>"Do you mean following the crowd instead of blazing the trail?" he answered.
>"I guess that's what I mean, but I already know we won't do it."
>I remember that conversation well. It was September 2008, and my husband, Burt, and I were attempting sleep on the deck of an aging liveaboard cursed with a problematic electrical system. Anchored off Waigeo Island in the Raja Ampat regency of Indonesia's West Papua province, our miniscule cabin fan had stopped turning hours before, and it was sweat-dripping hot at midnight. It mattered, but not enough to make me want to leave. We were being paid to survey and photograph never-before-dived reefs for a guidebook to be published the next year. More important, we were where we loved to be: out there.
>People who know our work would probably classify us as photojournalists who specialize in marine life. People who know us, however, understand we think of ourselves as "destination developers." We are excited by the challenges of finding world-class dive sites and establishing avenues for marine tourism to become an economic alternative to the exploitation of the sites' natural resources.
>Usually we explore a place, photograph it, write about it and move on. But for the past decade we have been actively involved in building Raja Ampat, Triton Bay and Cenderawasih Bay, Raja Ampat's neighbors to the south and east, into "must-do" destinations for serious traveling divers. The entire contiguous area is so vast — more than 70,650 square miles (roughly the size of North Dakota) — that a new term, "seascape," was needed to describe it. In 2004, this marine wonderland was designated the Bird's Head Seascape and became our new stomping grounds.
>So far we are still out here, witnesses to the good, the bad and most of all, the contradictory. Although we love the Bird's Head Seascape, as we love all places where wildlife outnumbers people, we didn't really understand it until we started working to preserve it. At first we might have wished for better visibility at times, but with familiarity comes awareness that the rich mass of plankton clouding the water is what nourishes all those fish and corals. It also seems somewhat contradictory to encourage Papuans to embrace modernism and welcome tourists when they believe that everything, including "their reefs," is imbued with an ancestral spiritual power most westerners do not comprehend.

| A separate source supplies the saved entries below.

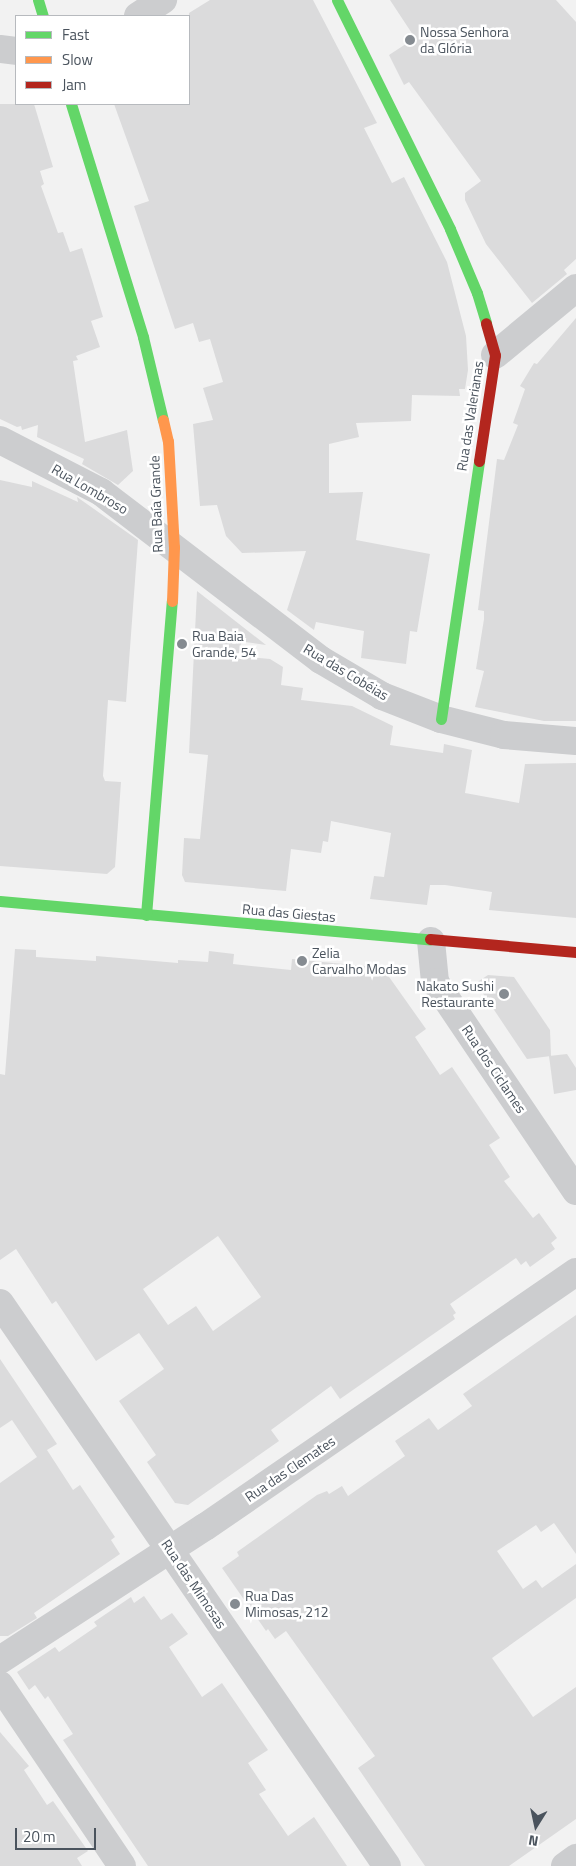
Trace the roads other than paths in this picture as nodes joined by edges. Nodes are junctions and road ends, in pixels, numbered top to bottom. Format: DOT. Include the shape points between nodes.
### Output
graph roads {
  1 [pos="38,0"];
  2 [pos="163,0"];
  3 [pos="337,0"];
  4 [pos="43,15"];
  5 [pos="140,15"];
  6 [pos="0,49"];
  7 [pos="15,51"];
  8 [pos="71,105"];
  9 [pos="576,288"];
  10 [pos="495,356"];
  11 [pos="0,440"];
  12 [pos="174,547"];
  13 [pos="441,718"];
  14 [pos="576,741"];
  15 [pos="0,901"];
  16 [pos="146,915"];
  17 [pos="431,941"];
  18 [pos="576,952"];
  19 [pos="576,1191"];
  20 [pos="576,1272"];
  21 [pos="0,1304"];
  22 [pos="170,1549"];
  23 [pos="0,1660"];
  24 [pos="0,1685"];
  25 [pos="576,1858"];
  26 [pos="122,1866"];
  27 [pos="386,1866"];
  28 [pos="565,1866"];
  1 -- 4 [label="main road"];
  2 -- 5 [label="street"];
  3 -- 10 [label="main road, Rua das Valerianas" via="450,229 477,293"];
  6 -- 7 [label="street"];
  8 -- 12 [label="main road, Rua Baía Grande" via="143,337 168,441"];
  9 -- 10 [label="street"];
  10 -- 13 [label="main road, Rua das Valerianas"];
  11 -- 12 [label="street, Rua Lombroso" via="101,492"];
  12 -- 13 [label="street, Rua das Cobéias" via="321,660 382,696"];
  12 -- 16 [label="main road, Rua Baía Grande"];
  13 -- 14 [label="street, Rua das Cobéias" via="504,735"];
  15 -- 16 [label="main road, Rua das Giestas"];
  16 -- 17 [label="main road, Rua das Giestas"];
  17 -- 18 [label="main road, Rua das Giestas"];
  17 -- 19 [label="street, Rua dos Ciclames" via="435,982"];
  20 -- 22 [label="street, Rua das Clemates"];
  21 -- 22 [label="street, Rua das Mimosas"];
  22 -- 23 [label="street, Rua das Clemates"];
  22 -- 27 [label="street, Rua das Mimosas"];
  24 -- 26 [label="street"];
  25 -- 28 [label="street"];
}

>We happen to think these contradictions are what make the place so interesting and filled with potential. The Bird's Head Seascape is a wilderness on the verge of transition. There is no going back, and moving forward will either destroy an entire tropical ecosystem or preserve one of nature's most extravagant creations. We have been fortunate to work with people dedicated to the latter.
>From this contact and collaboration emerged our first guidebook on the area, Diving Indonesia's Raja Ampat, published in 2009, and now we've expanded the scope and produced a completely new guide, Diving Indonesia's Bird's Head Seascape, that covers the entire region. Both Erdmann and Allen firmly believe (and the data support) there is no equal to the Bird's Head Seascape in numbers of fish and coral species, habitat diversity and overall marine biodiversity. The Seascape shelters fringing reefs, lagoons, bays, mangroves, deep drop-offs, sea-grass beds and black-sand critter sites. So far scientists have documented 1,629 fish species, 569 coral species (10 times more than the entire Caribbean), the Pacific Ocean's most-utilized leatherback turtle nesting beach, dependable manta ray and whale shark aggregations, World War II wrecks and a whopping 57 species of mantis shrimp.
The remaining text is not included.